For this exercise, please find the lines in the entries that include the word "Porto" and copy them.
------------------------------------------------------------------------
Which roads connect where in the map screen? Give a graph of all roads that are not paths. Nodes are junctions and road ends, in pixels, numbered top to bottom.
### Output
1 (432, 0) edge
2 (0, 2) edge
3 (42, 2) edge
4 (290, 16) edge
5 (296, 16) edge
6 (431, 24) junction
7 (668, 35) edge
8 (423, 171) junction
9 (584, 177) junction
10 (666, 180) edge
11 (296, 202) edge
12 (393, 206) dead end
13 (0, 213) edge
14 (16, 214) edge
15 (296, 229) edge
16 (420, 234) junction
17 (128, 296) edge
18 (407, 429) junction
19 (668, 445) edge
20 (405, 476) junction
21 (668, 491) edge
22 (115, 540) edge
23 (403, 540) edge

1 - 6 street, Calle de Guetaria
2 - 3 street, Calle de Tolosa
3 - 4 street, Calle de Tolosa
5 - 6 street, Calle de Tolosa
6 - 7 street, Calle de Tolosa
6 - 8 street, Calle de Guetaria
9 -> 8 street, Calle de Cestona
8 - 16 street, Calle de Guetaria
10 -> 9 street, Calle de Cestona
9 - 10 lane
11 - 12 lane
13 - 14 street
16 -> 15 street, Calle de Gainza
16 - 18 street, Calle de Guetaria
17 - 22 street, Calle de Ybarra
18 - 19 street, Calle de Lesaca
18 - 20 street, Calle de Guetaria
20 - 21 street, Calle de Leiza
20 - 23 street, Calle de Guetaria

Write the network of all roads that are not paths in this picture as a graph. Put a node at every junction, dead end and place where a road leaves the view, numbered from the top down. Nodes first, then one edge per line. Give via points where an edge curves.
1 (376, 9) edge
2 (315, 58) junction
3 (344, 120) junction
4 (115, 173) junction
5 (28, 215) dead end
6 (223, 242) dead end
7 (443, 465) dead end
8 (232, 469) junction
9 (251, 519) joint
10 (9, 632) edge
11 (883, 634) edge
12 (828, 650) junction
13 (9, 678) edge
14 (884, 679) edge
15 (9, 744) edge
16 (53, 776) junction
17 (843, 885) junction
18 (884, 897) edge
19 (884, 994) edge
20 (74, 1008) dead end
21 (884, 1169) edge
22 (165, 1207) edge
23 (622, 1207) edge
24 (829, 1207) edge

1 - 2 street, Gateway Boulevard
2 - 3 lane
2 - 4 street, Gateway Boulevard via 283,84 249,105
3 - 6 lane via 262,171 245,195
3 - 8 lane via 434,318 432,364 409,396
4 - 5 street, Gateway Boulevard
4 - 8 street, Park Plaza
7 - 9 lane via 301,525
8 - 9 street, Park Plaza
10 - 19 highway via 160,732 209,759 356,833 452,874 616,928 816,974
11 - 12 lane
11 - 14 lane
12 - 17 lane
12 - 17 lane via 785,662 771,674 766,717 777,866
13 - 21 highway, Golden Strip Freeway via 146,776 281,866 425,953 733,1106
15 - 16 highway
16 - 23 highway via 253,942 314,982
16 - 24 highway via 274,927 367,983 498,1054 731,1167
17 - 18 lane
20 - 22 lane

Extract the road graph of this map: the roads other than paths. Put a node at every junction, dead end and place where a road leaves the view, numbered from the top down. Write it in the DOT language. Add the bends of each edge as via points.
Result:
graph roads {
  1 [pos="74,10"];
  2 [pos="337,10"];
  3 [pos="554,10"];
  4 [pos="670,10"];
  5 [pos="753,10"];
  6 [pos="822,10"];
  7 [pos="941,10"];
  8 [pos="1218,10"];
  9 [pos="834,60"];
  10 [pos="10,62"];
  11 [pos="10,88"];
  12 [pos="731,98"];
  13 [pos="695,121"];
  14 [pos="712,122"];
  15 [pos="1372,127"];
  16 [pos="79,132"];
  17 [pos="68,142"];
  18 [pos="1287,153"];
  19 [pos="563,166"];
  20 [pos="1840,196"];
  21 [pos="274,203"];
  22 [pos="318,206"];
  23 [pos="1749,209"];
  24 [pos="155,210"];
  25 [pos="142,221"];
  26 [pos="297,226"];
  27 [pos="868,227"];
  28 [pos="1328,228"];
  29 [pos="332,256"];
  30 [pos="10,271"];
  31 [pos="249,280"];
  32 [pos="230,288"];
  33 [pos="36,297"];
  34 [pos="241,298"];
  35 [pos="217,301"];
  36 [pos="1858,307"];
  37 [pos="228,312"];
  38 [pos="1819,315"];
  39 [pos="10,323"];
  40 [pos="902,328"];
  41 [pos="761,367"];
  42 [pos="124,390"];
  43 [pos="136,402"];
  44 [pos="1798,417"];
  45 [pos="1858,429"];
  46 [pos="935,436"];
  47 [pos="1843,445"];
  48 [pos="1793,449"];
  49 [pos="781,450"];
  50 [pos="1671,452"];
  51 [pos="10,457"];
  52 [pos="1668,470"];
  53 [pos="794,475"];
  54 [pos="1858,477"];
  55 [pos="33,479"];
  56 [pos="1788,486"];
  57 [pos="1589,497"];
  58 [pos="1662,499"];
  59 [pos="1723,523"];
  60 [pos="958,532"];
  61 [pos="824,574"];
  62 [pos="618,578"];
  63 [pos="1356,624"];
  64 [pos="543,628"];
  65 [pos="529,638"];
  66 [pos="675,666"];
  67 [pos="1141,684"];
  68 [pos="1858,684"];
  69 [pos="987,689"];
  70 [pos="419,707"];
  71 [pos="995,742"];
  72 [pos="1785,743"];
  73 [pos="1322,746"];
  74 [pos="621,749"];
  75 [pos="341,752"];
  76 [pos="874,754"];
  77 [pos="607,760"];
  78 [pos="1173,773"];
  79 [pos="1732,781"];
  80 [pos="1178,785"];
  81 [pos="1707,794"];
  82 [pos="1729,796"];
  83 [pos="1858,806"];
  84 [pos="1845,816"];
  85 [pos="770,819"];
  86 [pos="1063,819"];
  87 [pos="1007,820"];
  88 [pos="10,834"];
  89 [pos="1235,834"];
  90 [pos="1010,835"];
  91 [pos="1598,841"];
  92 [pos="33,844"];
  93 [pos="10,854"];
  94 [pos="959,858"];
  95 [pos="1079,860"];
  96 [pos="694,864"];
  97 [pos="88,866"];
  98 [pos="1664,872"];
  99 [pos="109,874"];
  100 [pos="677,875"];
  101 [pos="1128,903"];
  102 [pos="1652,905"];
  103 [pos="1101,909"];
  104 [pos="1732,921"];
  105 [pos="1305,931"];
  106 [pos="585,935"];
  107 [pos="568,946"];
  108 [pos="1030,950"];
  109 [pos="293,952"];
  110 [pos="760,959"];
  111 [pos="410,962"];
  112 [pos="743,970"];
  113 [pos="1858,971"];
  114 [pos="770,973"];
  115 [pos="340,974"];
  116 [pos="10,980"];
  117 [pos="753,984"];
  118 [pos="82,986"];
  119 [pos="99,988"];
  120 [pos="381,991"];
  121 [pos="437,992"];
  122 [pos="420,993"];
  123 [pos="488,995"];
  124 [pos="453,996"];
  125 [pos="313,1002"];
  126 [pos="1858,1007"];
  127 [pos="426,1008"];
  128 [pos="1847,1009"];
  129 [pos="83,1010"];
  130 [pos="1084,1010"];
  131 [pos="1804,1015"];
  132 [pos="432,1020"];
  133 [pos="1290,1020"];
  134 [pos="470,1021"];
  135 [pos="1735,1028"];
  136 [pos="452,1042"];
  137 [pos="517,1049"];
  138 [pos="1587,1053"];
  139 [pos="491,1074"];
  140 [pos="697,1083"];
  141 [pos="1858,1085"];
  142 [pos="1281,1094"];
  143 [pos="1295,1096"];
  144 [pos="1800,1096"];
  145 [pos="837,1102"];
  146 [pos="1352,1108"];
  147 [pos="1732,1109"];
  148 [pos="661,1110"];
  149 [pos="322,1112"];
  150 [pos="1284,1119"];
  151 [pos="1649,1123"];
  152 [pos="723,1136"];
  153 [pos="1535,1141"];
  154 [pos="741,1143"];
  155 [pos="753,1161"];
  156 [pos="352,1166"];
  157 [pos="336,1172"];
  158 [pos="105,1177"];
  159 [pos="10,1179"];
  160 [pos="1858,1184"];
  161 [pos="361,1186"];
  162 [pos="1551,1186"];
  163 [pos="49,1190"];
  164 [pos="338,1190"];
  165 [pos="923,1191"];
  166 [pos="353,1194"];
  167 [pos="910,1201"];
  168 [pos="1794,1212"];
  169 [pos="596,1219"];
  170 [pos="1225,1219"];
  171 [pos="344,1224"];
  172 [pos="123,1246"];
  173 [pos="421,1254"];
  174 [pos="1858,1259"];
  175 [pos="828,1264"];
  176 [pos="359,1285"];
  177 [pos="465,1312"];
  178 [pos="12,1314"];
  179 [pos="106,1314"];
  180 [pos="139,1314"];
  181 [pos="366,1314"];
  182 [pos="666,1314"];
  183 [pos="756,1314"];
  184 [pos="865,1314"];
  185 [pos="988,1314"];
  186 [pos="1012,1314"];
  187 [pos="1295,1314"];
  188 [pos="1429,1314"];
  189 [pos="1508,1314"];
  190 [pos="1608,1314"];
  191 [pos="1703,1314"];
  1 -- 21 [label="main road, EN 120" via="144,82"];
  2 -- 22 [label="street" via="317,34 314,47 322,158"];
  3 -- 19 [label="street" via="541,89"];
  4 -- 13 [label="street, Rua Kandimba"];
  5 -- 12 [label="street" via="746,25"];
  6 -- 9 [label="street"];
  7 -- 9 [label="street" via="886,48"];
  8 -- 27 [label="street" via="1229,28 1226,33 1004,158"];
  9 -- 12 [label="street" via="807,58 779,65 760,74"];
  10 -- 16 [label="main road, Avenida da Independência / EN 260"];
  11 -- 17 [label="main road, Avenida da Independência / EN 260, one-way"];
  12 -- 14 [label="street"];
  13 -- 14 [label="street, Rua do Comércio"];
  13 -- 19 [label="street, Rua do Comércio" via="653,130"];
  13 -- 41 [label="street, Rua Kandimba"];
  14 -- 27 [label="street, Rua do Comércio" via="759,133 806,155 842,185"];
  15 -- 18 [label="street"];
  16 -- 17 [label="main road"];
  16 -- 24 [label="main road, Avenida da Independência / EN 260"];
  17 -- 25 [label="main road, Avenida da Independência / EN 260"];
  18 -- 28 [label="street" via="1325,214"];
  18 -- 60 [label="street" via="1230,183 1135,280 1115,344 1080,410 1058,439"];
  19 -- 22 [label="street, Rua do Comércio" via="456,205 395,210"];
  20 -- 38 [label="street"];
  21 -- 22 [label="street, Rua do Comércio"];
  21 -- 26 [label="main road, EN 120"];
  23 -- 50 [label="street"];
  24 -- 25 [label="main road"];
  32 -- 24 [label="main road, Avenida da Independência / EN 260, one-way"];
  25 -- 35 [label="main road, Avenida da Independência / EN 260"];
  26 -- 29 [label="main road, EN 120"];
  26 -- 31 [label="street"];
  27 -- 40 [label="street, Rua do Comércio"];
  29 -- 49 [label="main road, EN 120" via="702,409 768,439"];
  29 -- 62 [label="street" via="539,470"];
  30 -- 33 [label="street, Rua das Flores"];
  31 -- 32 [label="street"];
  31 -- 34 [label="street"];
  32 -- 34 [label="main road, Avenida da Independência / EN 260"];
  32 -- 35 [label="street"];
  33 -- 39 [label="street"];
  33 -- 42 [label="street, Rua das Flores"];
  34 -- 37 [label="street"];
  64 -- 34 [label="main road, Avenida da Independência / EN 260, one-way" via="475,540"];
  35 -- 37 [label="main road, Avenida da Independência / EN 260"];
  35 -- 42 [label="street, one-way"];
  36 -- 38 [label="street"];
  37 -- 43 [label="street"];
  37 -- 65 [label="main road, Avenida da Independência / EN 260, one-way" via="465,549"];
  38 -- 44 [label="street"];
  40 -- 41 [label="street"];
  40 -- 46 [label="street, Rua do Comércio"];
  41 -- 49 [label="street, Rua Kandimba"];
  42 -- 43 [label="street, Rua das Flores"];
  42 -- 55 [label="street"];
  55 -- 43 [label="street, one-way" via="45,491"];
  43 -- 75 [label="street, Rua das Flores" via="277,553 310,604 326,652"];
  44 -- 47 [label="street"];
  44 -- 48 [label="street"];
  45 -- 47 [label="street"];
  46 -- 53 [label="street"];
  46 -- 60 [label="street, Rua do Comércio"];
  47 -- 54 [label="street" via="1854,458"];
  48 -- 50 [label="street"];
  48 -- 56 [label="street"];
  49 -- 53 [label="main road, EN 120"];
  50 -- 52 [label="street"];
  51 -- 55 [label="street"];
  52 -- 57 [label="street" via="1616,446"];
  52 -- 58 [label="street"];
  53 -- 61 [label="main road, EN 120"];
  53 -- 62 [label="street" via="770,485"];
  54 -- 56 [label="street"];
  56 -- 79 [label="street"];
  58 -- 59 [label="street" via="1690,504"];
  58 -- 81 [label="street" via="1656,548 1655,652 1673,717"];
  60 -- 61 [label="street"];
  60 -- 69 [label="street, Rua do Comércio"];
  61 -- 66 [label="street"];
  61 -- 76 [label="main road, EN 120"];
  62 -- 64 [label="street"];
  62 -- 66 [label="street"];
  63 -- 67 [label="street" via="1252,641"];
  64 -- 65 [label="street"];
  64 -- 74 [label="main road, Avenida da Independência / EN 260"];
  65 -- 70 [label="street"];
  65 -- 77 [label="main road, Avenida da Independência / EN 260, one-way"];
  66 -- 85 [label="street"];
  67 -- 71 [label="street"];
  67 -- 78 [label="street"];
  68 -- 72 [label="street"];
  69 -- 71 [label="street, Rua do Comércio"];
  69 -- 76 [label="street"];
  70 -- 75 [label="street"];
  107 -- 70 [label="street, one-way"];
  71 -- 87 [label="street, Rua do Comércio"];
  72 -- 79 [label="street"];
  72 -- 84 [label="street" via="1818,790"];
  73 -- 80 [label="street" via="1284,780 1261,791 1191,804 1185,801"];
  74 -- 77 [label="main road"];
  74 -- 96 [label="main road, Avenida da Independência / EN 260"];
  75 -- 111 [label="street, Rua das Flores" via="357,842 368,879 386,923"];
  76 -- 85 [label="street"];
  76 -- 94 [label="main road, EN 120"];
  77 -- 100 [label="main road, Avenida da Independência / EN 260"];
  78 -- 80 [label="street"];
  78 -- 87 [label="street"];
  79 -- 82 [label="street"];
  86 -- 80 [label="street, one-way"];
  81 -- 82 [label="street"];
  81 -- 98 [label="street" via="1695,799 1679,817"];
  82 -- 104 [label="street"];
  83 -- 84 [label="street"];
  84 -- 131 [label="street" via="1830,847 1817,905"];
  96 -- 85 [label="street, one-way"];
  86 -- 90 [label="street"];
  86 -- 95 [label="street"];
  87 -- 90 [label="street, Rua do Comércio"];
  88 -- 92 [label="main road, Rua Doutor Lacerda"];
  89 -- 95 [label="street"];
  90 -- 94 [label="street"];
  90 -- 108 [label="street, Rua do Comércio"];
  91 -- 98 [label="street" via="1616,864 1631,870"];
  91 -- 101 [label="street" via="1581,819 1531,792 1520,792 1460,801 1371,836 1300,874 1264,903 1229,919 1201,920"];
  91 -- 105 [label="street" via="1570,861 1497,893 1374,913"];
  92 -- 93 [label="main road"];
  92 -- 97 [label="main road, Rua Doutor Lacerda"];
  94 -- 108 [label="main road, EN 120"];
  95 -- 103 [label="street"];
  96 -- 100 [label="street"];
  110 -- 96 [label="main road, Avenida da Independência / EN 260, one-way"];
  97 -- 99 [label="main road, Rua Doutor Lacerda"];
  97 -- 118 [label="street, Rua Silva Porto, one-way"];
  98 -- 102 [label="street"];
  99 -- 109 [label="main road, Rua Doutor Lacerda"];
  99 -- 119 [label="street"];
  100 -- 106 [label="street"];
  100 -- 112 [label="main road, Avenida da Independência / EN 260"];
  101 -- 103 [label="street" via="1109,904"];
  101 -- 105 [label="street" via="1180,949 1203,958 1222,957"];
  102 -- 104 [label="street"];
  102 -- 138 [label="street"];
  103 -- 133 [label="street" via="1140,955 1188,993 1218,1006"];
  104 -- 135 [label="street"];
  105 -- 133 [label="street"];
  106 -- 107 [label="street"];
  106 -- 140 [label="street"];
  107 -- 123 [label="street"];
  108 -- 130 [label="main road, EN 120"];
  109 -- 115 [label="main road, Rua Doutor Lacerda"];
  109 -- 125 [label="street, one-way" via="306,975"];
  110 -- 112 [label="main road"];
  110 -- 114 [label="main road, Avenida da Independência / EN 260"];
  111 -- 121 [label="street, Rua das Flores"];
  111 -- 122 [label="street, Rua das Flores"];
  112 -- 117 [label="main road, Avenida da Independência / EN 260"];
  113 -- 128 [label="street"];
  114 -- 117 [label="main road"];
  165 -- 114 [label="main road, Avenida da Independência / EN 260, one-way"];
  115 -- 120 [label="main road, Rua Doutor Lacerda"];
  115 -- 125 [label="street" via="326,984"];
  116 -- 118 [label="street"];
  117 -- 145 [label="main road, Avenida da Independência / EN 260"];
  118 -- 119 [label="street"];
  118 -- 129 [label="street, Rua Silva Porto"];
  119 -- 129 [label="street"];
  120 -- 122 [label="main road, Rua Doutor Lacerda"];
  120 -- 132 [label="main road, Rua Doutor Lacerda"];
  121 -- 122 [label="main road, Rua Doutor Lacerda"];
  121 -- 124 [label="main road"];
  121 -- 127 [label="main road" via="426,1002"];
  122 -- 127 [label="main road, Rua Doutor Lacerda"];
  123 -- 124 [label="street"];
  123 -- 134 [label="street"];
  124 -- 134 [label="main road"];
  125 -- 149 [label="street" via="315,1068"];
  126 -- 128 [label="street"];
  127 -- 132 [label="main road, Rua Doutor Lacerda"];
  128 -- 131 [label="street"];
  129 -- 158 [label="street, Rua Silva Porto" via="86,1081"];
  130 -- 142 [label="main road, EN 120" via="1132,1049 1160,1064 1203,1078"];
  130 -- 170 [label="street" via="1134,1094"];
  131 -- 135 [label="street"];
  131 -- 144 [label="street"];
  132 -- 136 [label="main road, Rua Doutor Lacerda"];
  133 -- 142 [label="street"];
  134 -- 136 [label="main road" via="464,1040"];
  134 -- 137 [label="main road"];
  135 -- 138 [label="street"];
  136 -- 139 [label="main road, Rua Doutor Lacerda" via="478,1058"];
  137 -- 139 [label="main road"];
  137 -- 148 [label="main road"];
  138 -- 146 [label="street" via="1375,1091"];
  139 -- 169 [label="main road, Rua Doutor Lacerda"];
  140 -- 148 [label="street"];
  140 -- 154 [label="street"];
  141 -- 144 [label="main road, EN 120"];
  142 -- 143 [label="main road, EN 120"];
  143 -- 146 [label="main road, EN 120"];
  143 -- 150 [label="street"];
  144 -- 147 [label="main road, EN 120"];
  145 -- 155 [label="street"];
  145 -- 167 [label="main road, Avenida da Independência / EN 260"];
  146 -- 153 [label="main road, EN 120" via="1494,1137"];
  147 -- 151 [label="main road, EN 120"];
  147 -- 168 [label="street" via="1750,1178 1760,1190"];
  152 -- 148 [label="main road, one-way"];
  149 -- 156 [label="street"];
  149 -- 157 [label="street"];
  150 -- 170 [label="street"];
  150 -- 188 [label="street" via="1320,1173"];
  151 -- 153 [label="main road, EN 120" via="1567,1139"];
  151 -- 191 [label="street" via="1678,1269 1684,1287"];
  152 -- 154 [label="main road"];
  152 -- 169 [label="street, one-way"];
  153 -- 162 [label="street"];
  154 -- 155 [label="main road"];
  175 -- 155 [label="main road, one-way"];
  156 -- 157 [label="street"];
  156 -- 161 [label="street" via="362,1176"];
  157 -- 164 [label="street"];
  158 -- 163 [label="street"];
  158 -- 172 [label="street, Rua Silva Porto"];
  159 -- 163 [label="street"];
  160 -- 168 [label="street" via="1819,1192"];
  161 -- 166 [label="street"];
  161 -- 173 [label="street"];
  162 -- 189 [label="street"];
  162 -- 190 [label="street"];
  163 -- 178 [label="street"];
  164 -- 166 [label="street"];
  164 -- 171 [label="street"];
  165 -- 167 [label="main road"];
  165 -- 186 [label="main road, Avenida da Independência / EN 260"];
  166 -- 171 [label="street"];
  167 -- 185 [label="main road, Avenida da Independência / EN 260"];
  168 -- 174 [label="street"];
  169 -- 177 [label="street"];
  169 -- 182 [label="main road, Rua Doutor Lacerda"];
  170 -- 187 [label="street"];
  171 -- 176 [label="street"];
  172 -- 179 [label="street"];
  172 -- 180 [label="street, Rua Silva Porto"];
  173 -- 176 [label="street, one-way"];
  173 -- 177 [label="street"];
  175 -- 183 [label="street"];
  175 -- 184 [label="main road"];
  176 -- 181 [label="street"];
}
------------------------------------------------------------------------
- **Reply to the task**:
  97 -- 118 [label="street, Rua Silva Porto, one-way"];
  118 -- 129 [label="street, Rua Silva Porto"];
  129 -- 158 [label="street, Rua Silva Porto" via="86,1081"];
  158 -- 172 [label="street, Rua Silva Porto"];
  172 -- 180 [label="street, Rua Silva Porto"];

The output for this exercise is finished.